Advances in precision, resolution, and separation techniques with radioactive, highly charged ions for Penning trap mass measurements

• Penning trap mass measurements of radioactive highly charged ions (HCI) at TITAN.
• Short-lived nuclides are charge bred in an EBIT prior to the mass measurement.
• HCI provide a gain in measurement precision identical to the charge state of the ion.
• HCI increase the resolving power valuable for studies of low-lying nuclear isomers.
• HCI open opportunities for isobaric separation, e.g. by charge breeding to atomic shell closures.

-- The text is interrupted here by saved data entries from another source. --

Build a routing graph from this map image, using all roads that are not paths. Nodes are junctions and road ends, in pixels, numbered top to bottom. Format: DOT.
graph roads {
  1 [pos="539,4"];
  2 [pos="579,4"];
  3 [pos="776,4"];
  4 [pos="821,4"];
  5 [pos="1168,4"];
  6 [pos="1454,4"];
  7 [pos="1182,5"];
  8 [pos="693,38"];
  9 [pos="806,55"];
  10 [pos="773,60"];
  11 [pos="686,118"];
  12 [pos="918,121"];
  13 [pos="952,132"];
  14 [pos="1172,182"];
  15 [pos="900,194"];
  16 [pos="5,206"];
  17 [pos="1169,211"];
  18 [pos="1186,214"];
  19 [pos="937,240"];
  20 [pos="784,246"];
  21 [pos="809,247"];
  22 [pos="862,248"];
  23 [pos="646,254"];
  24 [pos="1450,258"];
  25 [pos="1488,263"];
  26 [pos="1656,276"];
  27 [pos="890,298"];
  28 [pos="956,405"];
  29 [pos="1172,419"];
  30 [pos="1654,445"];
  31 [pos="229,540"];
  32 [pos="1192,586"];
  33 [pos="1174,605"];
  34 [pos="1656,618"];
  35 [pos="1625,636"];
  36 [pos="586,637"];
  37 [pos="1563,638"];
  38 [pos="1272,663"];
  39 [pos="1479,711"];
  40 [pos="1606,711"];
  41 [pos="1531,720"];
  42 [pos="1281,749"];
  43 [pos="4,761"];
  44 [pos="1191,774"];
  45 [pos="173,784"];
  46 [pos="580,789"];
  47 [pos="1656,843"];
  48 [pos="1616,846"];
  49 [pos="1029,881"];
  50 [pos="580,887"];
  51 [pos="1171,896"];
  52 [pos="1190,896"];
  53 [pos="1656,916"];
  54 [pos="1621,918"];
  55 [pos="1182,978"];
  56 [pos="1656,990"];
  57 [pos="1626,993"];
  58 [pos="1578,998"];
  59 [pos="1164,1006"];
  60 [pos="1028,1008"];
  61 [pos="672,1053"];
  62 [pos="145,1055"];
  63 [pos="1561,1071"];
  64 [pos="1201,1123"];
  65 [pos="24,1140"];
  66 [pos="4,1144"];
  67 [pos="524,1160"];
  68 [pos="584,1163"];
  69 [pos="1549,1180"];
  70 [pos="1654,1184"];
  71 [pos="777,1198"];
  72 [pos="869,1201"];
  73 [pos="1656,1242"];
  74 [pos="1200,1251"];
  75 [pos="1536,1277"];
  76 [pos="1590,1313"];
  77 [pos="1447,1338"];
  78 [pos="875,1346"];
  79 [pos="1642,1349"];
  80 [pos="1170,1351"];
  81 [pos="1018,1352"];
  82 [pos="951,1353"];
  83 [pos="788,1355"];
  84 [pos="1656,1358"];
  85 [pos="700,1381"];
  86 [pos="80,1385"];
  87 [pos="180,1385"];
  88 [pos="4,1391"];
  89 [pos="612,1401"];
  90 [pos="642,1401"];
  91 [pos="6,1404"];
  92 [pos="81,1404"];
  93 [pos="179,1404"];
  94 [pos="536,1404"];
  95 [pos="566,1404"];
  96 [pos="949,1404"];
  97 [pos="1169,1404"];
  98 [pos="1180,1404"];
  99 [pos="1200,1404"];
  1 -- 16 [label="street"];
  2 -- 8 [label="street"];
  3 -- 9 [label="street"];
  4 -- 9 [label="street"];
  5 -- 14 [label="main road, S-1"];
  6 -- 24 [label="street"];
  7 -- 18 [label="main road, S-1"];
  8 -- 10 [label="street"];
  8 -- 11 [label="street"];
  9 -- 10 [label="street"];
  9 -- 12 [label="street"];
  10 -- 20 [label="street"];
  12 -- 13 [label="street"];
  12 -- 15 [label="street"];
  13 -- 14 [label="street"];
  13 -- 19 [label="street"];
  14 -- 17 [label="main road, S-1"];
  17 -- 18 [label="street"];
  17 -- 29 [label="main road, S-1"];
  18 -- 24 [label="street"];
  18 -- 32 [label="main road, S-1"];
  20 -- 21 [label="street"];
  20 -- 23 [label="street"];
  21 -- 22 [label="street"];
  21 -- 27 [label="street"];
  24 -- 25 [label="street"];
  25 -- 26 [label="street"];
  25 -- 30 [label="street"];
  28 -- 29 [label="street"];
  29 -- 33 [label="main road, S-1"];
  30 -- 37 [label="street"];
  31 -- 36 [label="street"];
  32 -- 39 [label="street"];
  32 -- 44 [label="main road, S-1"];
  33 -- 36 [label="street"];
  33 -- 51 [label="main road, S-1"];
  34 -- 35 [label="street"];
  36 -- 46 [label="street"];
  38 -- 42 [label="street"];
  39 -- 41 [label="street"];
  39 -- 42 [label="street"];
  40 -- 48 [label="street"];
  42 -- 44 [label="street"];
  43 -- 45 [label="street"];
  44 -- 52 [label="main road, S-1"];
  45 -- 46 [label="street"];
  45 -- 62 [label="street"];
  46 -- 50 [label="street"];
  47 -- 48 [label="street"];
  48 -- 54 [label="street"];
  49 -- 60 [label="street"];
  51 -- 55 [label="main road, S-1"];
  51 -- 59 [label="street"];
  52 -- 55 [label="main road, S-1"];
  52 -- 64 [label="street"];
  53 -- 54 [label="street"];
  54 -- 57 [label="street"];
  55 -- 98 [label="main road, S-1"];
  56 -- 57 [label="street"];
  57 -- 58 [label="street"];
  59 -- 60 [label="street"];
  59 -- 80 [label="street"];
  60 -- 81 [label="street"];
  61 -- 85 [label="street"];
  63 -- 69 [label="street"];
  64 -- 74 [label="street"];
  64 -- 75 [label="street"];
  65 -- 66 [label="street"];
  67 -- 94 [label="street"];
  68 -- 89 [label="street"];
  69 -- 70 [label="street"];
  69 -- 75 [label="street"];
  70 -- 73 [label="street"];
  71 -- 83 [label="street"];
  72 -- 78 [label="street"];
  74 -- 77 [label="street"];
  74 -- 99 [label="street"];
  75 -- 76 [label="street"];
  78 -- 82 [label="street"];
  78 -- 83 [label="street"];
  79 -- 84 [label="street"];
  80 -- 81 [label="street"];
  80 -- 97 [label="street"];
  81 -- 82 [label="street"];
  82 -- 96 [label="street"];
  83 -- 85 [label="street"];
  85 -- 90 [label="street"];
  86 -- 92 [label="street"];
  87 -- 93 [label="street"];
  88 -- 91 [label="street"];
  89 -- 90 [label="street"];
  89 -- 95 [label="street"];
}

Highly charged ions (HCI) have recently been introduced to the mass spectrometry of short-lived nuclides with Penning traps. In comparison to singly charged ions, HCI enable a gain in achievable experimental precision by a factor identical to the charge state q. When combined with advanced excitation methods such as a Ramsey scheme, this technique has the potential to improve the precision by 1–2 orders of magnitude over the conventionally achieved precision. At the TITAN facility at TRIUMF – to date unique in this approach for measurements of rare isotopes – HCI are formed in an electron beam ion trap (EBIT). This fulfils the requirement of fast and efficient charge breeding that is imperative for online produced nuclides. So far, HCI of rare isotopes with half-lives as short as 65 ms or charge states up to q = 22+ have been successfully used for mass measurements.In addition, HCI offer novel opportunities in the suppression of contaminating isobars, typically a major problem when exploring the nuclear mass surface ever closer to the drip-lines. Particularly, charge breeding to electronic shell closures results in a distinction of different isobars in their corresponding charge state and consequently allows for separation independently of isobaric mass differences. Finally, HCI serve as a tool for increased resolution, valuable in the study of low-lying isomers. This was demonstrated at TITAN with the mass doublet 78m,78Rb which requires a resolving power of R ≈ 6.5 × 105.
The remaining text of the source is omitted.